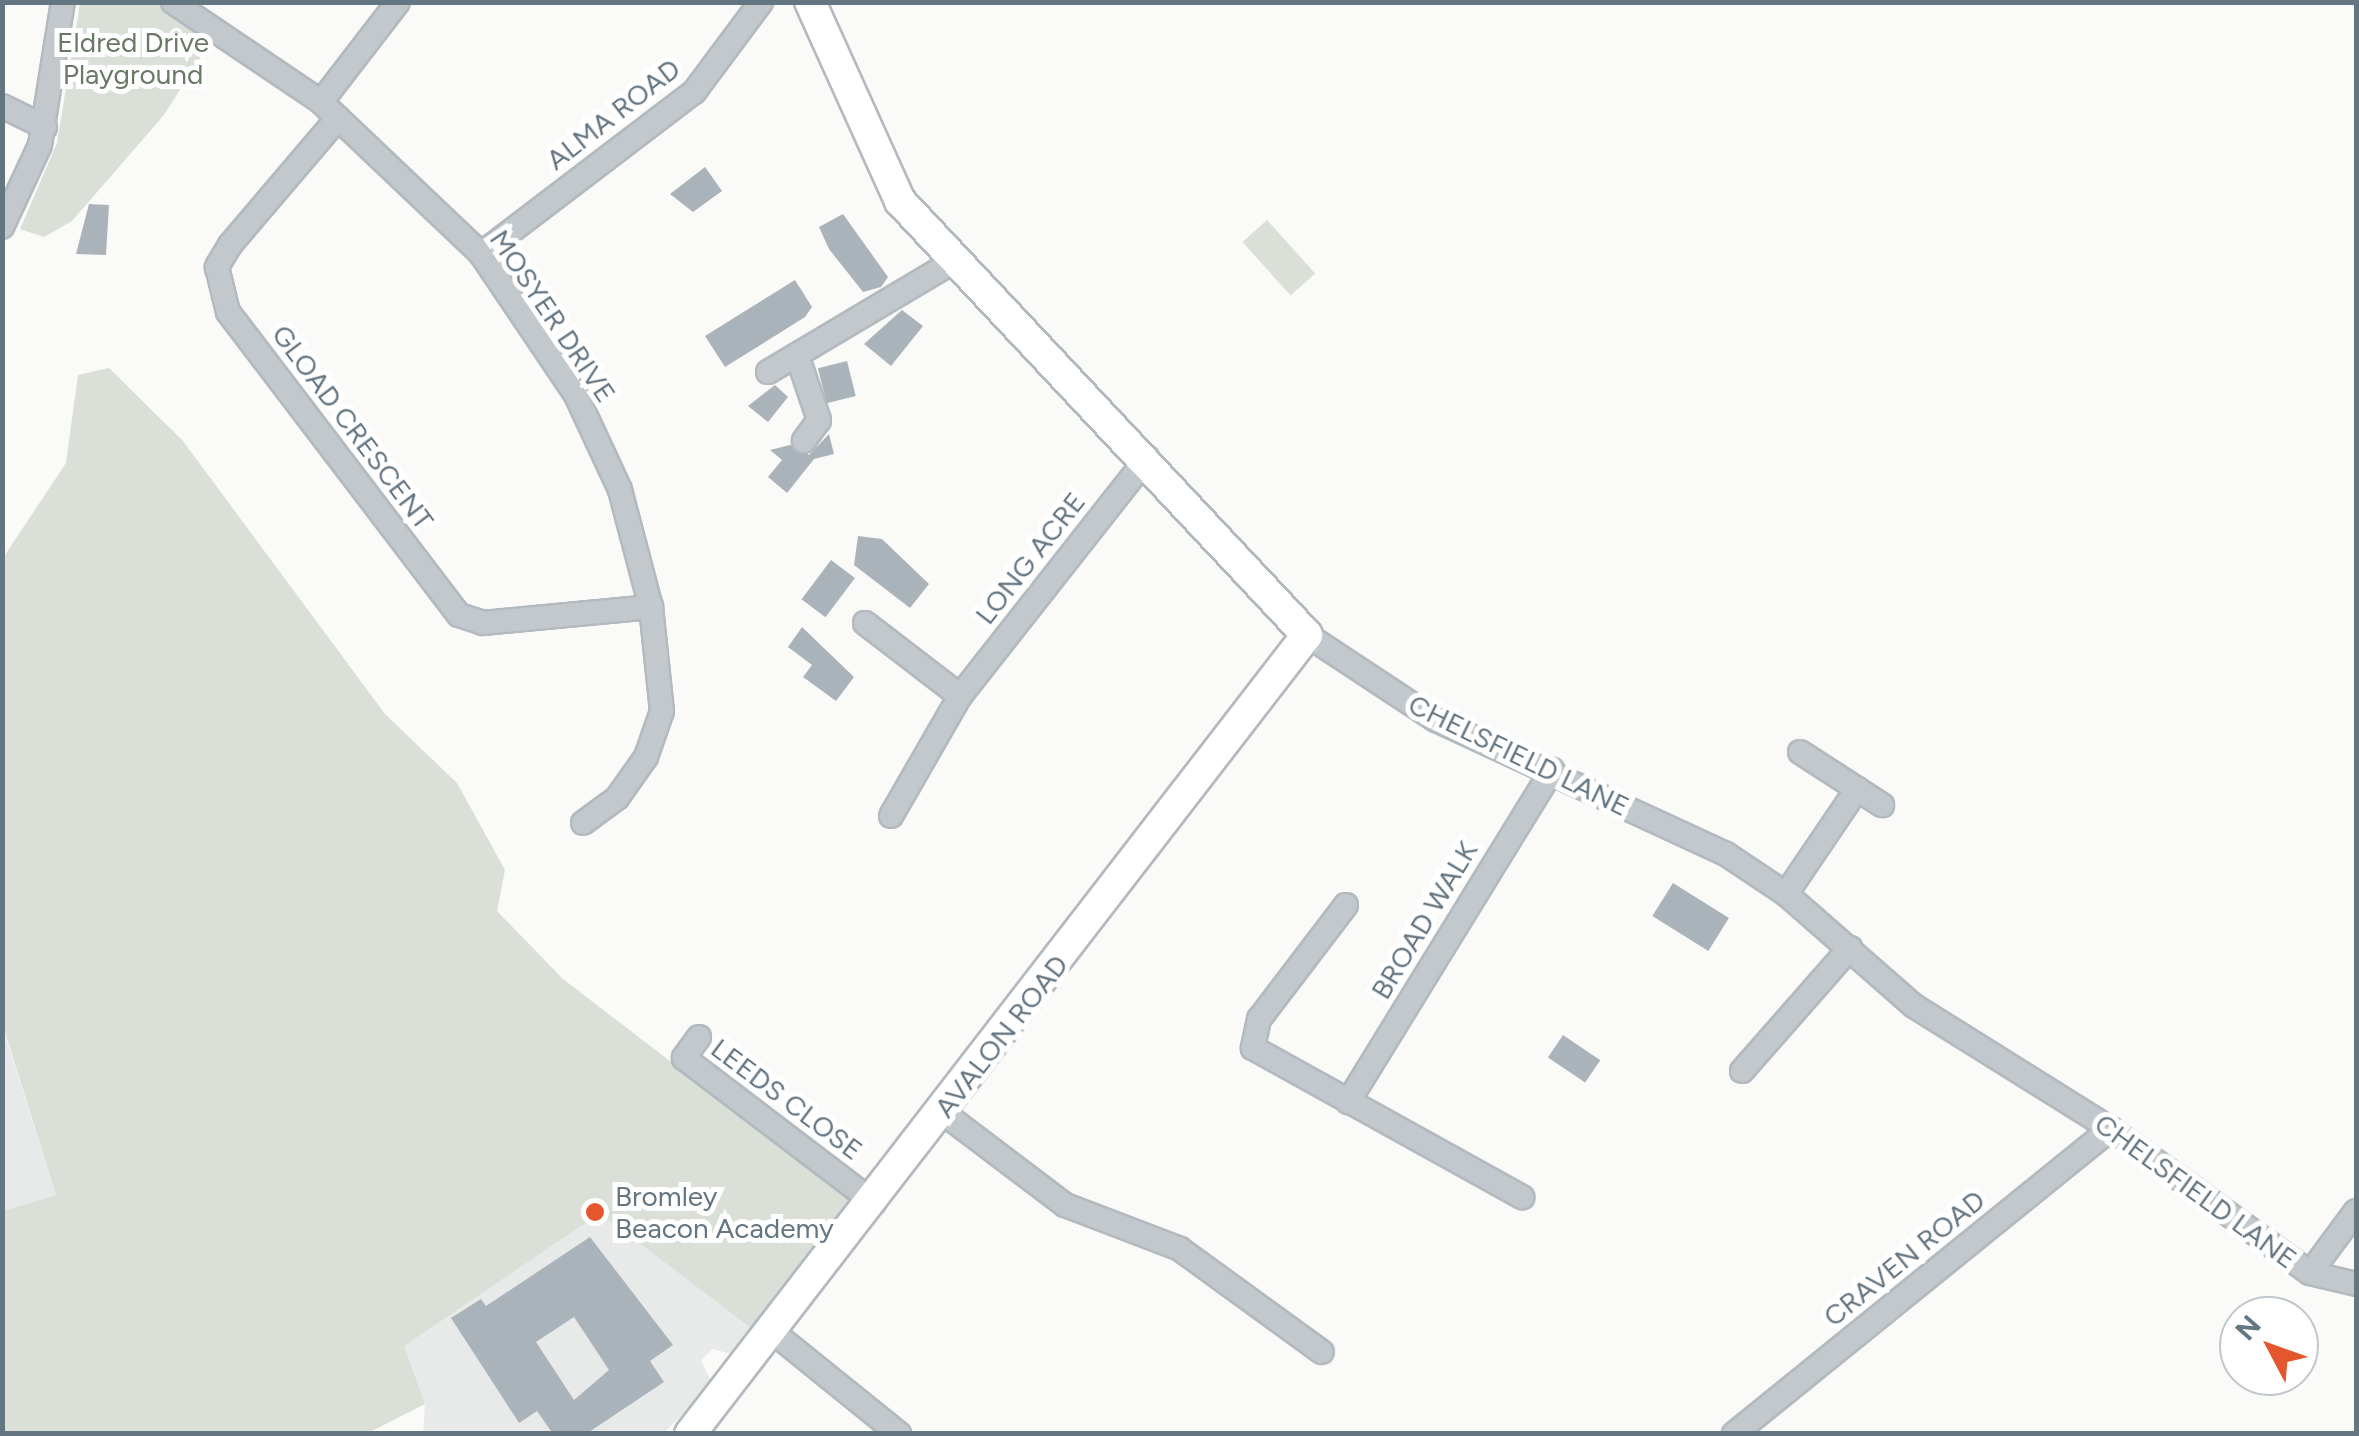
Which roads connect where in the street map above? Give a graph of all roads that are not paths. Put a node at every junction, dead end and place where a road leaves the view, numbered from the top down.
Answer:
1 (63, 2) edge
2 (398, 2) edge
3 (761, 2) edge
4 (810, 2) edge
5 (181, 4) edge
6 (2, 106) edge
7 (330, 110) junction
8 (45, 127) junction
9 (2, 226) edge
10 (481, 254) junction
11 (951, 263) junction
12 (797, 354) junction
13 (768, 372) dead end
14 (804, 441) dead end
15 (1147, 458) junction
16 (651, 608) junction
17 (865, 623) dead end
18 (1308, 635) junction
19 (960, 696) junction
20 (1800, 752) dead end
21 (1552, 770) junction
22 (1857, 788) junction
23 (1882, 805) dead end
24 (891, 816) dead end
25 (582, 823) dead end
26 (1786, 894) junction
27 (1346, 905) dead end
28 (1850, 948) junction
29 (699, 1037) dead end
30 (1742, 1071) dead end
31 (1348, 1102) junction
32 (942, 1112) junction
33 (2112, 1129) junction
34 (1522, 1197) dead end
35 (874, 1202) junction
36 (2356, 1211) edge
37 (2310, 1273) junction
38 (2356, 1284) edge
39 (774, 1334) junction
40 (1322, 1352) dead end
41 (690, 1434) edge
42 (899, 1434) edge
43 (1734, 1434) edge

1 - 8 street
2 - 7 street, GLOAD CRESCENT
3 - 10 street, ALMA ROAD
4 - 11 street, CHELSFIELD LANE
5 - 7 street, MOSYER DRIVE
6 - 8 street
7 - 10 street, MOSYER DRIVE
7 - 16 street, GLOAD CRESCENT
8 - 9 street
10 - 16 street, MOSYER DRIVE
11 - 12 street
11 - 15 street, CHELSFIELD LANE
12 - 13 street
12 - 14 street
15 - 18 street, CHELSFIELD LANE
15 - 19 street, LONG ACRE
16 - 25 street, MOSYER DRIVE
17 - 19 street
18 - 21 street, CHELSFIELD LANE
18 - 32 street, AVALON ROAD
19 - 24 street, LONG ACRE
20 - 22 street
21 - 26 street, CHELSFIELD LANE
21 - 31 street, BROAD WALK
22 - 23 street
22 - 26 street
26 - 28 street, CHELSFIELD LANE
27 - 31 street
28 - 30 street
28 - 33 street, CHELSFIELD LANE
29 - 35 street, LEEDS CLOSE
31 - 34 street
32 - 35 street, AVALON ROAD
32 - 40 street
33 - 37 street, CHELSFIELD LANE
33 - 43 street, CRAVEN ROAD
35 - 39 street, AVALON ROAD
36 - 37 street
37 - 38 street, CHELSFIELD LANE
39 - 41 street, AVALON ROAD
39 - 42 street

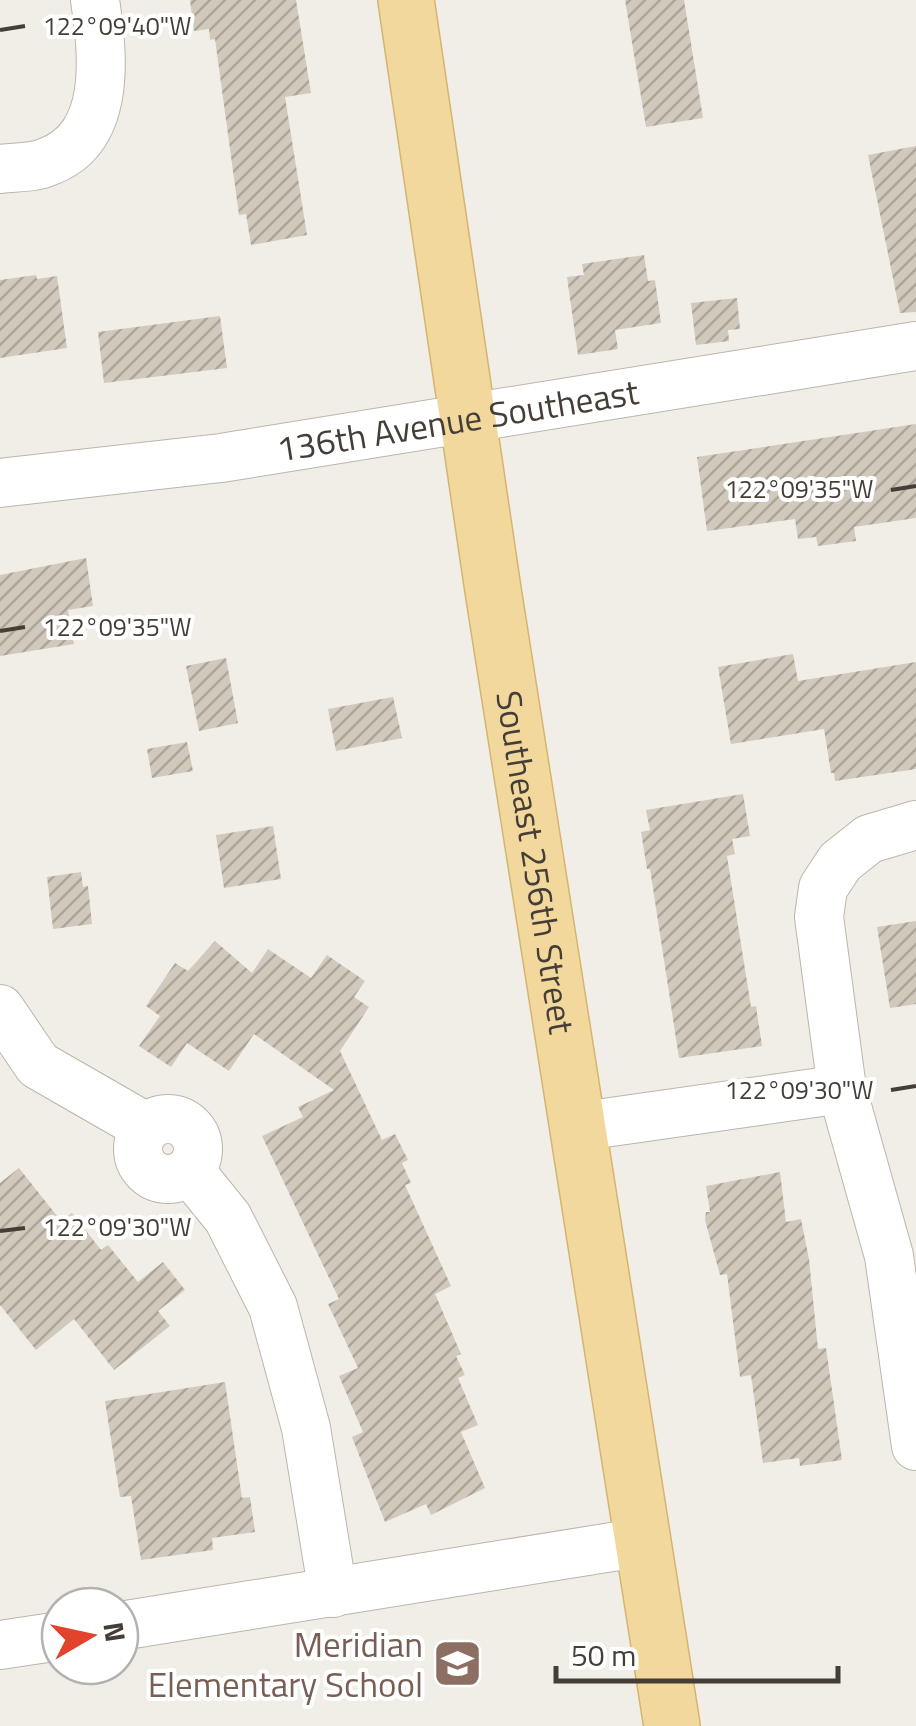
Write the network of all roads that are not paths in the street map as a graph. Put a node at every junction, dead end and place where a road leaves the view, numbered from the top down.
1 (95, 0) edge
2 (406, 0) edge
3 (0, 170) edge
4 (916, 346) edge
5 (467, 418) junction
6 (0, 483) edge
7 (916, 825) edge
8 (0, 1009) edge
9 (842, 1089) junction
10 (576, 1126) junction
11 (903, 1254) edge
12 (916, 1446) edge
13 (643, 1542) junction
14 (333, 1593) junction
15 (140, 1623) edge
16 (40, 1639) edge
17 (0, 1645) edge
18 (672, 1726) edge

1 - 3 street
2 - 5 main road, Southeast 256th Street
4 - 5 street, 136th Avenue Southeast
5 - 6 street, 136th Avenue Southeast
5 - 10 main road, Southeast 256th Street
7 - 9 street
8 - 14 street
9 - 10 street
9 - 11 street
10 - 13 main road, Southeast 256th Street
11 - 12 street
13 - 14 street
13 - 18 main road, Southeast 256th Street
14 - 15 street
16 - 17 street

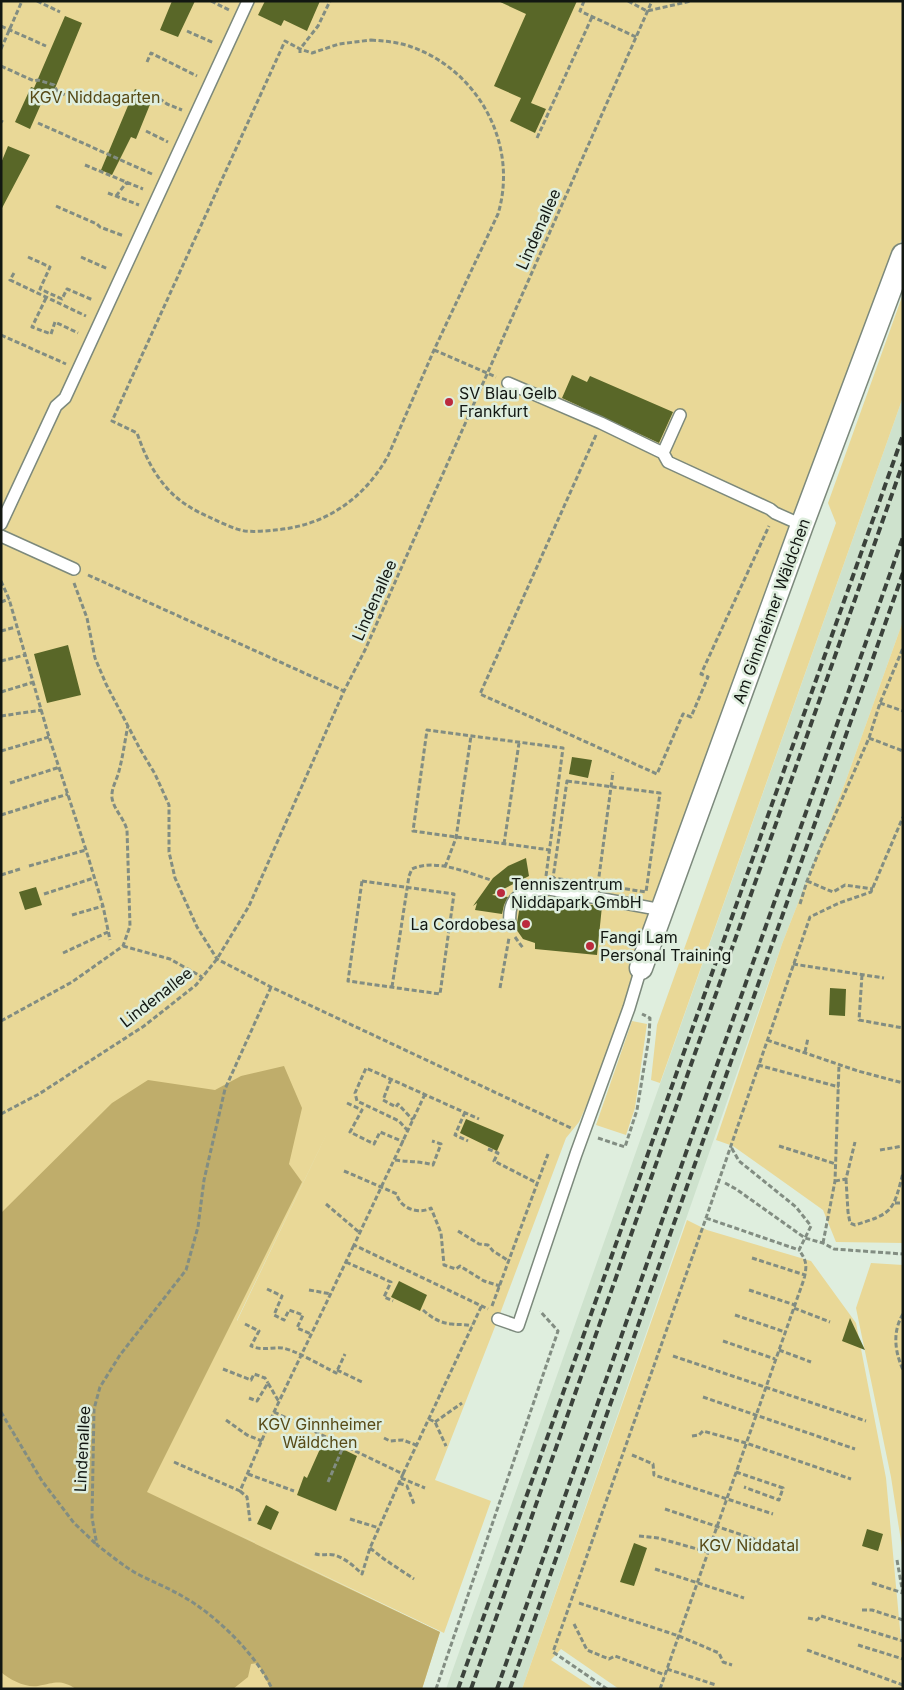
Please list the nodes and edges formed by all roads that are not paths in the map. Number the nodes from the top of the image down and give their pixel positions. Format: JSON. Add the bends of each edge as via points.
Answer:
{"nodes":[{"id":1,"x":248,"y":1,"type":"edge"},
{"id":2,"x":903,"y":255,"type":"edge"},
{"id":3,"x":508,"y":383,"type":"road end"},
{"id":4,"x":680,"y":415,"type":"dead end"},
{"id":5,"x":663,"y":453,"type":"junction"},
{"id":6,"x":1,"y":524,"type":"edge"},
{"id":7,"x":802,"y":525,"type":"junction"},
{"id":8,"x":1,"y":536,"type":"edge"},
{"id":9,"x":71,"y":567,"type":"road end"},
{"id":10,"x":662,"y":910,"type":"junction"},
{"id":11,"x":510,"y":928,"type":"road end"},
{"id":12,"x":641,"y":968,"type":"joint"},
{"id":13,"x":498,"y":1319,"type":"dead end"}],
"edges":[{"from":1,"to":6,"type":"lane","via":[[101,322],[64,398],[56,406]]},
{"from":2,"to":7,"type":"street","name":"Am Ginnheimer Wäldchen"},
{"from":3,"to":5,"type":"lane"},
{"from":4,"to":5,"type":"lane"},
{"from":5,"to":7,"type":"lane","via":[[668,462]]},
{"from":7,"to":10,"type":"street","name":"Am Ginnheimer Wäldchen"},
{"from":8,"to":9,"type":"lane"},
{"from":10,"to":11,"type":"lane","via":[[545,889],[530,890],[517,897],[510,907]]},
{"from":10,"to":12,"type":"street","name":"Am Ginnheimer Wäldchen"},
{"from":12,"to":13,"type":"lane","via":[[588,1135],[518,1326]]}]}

▶ PROBLEM DESCRIPTION: How many lines of the listing above contain the string "that"? Answer with the number alone.

▶ WRITTEN RESPONSE: 3